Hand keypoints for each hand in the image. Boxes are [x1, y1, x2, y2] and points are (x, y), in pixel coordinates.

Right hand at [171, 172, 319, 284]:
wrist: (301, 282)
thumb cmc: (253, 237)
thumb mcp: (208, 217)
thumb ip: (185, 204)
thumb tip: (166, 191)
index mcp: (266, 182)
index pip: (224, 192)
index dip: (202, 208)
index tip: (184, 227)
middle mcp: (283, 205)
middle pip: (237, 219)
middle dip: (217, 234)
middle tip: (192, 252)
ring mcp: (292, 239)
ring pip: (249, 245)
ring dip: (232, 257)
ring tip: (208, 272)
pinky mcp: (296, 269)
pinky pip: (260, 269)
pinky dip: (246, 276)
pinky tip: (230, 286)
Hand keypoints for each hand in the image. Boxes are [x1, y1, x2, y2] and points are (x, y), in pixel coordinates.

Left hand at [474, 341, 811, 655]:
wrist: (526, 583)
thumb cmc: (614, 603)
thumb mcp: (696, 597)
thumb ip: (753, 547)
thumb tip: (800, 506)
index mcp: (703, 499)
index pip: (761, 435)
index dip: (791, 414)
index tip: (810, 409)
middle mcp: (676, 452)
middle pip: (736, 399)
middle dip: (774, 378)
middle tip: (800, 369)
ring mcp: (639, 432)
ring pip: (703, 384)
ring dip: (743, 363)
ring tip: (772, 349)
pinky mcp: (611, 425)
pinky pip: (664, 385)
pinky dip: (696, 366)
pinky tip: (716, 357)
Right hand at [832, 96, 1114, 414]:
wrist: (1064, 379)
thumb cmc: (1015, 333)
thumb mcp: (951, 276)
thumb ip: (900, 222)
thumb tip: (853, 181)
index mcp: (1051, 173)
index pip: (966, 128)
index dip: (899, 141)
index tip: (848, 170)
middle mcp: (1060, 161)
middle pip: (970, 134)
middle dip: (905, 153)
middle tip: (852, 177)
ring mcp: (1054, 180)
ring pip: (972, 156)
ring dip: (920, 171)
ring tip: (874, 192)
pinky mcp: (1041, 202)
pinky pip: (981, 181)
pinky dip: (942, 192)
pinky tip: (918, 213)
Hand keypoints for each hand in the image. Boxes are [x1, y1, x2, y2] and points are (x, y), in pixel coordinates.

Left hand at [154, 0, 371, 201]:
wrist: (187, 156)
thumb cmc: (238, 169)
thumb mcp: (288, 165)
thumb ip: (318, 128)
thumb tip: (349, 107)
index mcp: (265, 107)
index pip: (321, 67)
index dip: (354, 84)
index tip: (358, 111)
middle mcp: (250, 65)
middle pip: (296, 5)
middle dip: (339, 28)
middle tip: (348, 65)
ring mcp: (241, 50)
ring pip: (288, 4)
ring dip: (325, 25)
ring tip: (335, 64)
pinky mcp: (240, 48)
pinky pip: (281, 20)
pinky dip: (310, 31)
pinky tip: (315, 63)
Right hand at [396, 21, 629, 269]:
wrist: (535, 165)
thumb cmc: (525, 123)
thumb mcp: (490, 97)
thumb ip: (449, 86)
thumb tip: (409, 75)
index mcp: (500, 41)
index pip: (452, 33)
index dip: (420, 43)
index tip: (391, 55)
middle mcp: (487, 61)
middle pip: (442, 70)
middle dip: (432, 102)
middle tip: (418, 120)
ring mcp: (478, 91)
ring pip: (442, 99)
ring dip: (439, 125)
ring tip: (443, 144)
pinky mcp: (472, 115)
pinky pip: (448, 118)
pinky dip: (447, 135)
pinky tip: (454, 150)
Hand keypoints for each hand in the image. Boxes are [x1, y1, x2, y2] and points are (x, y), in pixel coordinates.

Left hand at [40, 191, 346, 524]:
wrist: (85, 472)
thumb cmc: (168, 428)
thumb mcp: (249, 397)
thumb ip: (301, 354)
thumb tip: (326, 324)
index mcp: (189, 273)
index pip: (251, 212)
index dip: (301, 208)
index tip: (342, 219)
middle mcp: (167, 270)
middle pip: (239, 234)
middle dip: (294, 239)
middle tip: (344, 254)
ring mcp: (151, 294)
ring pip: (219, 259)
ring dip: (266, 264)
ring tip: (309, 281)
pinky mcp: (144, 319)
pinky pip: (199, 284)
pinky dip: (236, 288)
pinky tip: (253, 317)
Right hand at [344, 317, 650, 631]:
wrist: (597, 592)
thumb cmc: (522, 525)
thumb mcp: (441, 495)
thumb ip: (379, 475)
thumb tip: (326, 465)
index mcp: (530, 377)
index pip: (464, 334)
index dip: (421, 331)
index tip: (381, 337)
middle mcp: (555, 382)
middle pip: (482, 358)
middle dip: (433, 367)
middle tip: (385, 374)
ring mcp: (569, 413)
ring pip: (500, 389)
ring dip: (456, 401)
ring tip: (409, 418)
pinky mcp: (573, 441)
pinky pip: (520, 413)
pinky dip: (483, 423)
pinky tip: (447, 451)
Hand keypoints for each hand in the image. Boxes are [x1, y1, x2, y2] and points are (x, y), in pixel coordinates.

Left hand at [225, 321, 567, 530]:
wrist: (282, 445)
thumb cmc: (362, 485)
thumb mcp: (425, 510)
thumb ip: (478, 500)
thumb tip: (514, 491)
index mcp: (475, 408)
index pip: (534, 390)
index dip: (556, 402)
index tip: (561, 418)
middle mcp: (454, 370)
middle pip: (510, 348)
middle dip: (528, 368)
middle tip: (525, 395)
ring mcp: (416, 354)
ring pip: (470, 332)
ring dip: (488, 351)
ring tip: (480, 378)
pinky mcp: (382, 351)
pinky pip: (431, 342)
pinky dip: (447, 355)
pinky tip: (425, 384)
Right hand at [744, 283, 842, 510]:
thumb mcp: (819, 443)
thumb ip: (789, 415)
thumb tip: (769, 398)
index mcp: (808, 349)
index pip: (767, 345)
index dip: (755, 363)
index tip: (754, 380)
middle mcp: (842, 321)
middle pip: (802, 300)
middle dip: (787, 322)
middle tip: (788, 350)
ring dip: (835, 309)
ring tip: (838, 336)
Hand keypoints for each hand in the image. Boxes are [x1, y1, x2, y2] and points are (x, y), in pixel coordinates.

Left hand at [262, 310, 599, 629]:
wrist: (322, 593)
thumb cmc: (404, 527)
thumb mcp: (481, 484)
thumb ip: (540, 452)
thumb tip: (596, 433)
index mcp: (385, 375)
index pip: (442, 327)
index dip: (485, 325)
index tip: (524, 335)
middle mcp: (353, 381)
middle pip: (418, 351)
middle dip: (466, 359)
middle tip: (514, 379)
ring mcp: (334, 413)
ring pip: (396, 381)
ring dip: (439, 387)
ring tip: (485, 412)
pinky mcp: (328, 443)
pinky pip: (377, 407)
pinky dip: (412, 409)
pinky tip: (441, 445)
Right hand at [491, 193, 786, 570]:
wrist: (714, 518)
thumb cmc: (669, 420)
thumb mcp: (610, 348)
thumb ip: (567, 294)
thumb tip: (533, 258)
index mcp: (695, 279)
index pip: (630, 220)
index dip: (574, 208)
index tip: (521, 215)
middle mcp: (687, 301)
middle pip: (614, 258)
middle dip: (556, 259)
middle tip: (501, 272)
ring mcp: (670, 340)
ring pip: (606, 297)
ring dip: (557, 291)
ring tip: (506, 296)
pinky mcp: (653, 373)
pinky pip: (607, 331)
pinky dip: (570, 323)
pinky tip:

## What is expected
Would you restate exactly the lines of the material above, from its opening line through the line with "thumb ip: (753, 547)", and output only those?

## Answer to the problem
Hand keypoints for each hand in the image. Boxes are [x1, y1, x2, y2] and points are (x, y), in pixel coordinates.

Right hand at [171, 172, 319, 284]:
wrist: (301, 282)
thumb cmc: (253, 237)
thumb mcp: (208, 217)
thumb ip: (185, 204)
thumb tip: (166, 191)
index mcp: (266, 182)
index pip: (224, 192)
index dip: (202, 208)
index tip: (184, 227)
middle mcp: (283, 205)
middle pip: (237, 219)
middle dip: (217, 234)
middle tip: (192, 252)
ring mcp: (292, 239)
ring pip: (249, 245)
ring dip: (232, 257)
ring tip: (208, 272)
pinky mcp: (296, 269)
pinky pip: (260, 269)
pinky dip: (246, 276)
pinky tip: (230, 286)
Hand keypoints for each hand in the image. Boxes are [x1, y1, x2, y2] and points are (x, y), in pixel coordinates.

Left hand at [474, 341, 811, 655]:
wrist: (526, 583)
thumb cmc: (614, 603)
thumb mcp: (696, 597)
thumb ip: (753, 547)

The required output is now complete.